Tuesday, June 7
I can remember sitting on the front porch in the heat of a Carolina summer evening and listening to my Grandma tell tales of how it was to grow up in the mountains and valleys of the southern Appalachians. One of my favorite subjects to hear her speak of was the foods that they ate. Many of the everyday foods of the time were the kind of things that most of us today simply step on, like plantains, or spray with weed killer, like dandelions. One fruit that she always spoke of with a special kind of delight was the pawpaw.

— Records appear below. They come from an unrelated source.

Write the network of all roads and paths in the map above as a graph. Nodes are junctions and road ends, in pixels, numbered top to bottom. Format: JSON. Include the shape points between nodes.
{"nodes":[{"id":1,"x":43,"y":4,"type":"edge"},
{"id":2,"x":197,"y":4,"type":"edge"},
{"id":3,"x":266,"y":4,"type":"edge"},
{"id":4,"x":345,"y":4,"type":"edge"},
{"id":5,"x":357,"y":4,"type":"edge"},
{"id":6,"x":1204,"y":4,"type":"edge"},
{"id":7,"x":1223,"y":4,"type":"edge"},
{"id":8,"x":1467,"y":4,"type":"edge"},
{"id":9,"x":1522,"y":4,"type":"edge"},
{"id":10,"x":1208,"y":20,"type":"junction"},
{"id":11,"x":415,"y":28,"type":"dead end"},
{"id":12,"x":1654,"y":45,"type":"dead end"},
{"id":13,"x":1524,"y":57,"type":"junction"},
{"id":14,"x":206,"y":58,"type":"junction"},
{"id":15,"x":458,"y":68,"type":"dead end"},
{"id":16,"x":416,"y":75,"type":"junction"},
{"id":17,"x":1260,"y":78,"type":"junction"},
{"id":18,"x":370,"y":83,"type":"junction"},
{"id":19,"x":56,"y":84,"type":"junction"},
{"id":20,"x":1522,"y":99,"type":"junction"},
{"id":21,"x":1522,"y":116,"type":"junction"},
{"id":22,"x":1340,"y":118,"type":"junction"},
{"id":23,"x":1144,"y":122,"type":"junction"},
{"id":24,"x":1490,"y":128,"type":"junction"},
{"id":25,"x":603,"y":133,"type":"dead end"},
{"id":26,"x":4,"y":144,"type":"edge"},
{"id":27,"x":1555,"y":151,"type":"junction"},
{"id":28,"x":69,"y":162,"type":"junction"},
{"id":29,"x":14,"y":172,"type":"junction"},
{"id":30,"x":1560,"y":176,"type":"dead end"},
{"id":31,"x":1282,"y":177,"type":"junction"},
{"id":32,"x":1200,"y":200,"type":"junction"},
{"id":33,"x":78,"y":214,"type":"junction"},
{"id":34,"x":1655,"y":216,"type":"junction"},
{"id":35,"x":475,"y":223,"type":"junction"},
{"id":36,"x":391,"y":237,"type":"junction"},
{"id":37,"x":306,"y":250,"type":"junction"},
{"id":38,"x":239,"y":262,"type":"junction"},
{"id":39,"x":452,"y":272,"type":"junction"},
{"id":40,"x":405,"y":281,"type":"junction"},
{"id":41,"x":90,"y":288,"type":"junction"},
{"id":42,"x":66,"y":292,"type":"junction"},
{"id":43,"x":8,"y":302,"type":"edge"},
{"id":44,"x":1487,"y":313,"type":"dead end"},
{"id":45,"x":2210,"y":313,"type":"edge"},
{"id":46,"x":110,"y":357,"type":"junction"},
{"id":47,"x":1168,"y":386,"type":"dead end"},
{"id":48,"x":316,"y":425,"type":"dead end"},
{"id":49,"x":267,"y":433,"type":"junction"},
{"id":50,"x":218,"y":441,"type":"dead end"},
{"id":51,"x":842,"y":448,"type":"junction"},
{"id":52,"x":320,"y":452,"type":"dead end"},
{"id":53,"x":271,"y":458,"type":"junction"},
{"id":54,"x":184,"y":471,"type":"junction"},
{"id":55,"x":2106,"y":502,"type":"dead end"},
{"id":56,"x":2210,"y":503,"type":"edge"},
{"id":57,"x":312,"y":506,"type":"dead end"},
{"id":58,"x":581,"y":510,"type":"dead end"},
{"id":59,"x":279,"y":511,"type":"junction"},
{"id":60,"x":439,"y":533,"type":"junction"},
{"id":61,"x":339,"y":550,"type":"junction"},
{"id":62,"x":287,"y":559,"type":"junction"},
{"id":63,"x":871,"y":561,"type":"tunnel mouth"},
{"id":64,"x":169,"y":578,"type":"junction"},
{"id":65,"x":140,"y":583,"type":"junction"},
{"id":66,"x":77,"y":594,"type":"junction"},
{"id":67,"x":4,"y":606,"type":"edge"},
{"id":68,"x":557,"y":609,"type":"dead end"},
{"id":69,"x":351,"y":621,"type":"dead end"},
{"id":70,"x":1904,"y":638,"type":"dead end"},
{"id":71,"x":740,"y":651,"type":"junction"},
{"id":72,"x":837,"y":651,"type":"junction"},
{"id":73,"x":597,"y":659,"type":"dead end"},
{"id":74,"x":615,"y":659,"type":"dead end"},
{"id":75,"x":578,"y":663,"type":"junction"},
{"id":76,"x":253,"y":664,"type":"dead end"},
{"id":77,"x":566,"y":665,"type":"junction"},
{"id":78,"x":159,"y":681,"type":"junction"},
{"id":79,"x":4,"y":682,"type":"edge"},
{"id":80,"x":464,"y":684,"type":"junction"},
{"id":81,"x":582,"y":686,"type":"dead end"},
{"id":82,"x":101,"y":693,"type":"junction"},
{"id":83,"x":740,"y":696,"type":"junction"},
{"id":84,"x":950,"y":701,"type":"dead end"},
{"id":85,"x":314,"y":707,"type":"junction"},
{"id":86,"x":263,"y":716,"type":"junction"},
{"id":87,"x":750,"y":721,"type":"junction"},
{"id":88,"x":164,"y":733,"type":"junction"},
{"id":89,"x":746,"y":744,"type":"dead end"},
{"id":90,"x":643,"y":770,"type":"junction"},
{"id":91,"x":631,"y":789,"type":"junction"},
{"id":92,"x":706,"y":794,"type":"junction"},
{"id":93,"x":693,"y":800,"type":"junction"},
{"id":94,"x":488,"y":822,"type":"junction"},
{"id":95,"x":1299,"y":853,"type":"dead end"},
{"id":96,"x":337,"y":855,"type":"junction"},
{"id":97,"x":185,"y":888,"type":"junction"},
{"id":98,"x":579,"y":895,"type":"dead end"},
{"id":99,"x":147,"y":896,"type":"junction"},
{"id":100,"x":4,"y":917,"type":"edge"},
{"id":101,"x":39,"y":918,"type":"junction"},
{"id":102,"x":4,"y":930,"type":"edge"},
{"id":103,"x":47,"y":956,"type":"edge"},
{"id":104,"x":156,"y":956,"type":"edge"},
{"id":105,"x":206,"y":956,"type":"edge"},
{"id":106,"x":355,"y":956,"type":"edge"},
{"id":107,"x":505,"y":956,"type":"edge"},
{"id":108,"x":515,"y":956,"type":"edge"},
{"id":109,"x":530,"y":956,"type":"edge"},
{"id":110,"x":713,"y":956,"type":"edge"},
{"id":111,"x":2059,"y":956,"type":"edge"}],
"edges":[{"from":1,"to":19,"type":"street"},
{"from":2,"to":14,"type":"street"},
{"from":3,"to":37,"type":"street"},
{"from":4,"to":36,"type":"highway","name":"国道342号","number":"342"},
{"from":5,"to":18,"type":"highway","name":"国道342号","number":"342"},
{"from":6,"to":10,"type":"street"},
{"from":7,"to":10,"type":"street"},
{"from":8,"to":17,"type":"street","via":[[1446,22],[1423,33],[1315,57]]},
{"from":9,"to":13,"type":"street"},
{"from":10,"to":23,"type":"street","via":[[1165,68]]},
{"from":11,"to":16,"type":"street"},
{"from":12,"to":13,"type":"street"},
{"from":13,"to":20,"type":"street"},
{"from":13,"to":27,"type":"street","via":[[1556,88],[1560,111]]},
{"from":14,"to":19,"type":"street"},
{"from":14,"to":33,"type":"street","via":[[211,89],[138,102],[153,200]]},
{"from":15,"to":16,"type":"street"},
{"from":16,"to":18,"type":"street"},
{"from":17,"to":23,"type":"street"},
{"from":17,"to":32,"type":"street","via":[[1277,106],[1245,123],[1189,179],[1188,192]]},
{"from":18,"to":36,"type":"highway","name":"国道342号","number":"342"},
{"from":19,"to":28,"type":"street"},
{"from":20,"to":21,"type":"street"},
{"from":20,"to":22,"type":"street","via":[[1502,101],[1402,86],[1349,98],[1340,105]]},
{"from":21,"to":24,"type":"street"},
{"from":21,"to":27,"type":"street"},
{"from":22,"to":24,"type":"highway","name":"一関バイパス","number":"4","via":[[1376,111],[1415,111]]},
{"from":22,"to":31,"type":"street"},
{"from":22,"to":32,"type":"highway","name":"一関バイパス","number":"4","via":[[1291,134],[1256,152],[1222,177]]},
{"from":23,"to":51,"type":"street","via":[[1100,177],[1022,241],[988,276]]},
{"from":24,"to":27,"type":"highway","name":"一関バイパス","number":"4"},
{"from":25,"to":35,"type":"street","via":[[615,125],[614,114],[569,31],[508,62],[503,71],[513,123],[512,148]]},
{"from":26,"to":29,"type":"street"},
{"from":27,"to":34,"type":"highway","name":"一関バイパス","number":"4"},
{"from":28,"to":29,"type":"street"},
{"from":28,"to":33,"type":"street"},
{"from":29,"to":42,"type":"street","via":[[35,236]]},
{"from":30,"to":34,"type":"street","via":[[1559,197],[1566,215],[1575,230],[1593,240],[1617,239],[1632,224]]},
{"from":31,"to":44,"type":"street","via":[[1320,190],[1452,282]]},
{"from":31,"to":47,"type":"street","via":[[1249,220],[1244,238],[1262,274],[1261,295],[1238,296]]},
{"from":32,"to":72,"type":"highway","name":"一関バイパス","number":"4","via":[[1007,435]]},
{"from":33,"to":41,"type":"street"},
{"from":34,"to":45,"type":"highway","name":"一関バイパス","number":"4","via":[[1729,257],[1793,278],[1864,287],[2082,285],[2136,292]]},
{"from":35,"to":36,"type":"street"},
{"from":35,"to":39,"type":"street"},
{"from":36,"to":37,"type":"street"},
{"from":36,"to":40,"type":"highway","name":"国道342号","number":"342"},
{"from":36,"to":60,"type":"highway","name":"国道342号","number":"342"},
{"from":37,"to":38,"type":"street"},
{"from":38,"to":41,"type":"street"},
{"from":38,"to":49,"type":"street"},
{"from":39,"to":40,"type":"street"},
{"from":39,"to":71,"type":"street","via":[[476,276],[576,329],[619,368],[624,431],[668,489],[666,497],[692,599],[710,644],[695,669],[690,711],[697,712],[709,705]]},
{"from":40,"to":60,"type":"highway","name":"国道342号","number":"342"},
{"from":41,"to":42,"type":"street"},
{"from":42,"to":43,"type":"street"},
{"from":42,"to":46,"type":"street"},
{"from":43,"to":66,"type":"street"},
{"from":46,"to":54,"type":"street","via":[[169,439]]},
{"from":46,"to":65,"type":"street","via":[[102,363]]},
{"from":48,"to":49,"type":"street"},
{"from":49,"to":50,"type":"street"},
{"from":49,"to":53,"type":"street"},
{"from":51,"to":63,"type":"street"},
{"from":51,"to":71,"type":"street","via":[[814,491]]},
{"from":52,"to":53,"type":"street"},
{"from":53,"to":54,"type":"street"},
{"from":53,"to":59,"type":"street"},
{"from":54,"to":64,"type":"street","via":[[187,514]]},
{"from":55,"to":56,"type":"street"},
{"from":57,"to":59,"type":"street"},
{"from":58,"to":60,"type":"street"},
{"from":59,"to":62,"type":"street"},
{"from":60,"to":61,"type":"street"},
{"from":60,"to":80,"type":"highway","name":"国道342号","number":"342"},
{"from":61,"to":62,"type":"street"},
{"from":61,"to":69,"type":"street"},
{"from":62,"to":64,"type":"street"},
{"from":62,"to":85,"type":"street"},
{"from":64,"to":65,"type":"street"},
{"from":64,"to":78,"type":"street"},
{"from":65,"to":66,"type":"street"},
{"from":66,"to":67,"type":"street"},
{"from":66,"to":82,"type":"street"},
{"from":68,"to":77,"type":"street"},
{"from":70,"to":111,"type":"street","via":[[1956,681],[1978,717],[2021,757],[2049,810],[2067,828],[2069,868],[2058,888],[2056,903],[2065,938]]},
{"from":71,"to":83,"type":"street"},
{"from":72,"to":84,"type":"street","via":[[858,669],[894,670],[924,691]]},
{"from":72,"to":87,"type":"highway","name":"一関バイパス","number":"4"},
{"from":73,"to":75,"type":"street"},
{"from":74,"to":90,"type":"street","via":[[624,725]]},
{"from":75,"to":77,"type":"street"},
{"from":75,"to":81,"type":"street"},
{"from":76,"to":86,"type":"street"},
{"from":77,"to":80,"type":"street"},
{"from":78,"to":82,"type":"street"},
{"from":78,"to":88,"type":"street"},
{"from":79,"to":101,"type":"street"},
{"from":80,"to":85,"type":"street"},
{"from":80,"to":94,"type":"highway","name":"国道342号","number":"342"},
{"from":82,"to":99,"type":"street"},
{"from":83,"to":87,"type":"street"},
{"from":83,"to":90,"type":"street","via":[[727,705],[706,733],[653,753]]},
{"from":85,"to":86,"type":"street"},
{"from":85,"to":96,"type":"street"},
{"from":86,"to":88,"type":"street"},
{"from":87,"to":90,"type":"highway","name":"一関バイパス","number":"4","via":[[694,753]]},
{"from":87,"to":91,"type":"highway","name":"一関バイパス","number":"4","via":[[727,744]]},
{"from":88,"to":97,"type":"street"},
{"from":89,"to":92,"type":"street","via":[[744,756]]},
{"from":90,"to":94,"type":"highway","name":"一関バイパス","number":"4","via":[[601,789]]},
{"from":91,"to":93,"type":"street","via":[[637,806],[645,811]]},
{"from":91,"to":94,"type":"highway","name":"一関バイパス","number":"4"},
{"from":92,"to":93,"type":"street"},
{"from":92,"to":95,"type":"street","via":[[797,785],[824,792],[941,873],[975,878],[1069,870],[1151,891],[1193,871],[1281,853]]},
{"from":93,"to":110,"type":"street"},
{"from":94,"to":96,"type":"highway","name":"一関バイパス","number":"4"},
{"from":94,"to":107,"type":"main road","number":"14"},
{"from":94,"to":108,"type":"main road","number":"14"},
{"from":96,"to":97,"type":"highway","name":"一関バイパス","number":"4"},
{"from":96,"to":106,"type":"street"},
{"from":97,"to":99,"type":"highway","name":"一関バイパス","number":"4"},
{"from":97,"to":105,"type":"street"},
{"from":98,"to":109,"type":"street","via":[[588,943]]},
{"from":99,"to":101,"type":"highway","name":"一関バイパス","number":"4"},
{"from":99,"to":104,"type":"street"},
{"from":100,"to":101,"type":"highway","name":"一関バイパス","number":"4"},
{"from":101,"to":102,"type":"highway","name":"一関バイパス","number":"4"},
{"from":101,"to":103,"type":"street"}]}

The pawpaw, or Asimina, is a genus of shrubs or small trees that grow in clusters in well-drained fertile bottom land and hilly upland habitats. The pawpaw usually grows from 6 to 20 feet tall with alternate, oval leaves of an emerald green color. Some northern varieties of pawpaw are deciduous, but the southern varieties are usually evergreen. The plant produces large clusters of flowers that vary in color from white to purple to red-brown. The fruit is a large edible berry which contains numerous seeds. It is green when unripe and matures to yellow or brown with a flavor reminiscent of both banana and mango.
The pawpaw is one of the many obscure and little-known plants that are native to the US but are rapidly being rediscovered by discerning gardeners and landscapers who have tired of exotic flowers and species that can become invasive if not carefully cultivated.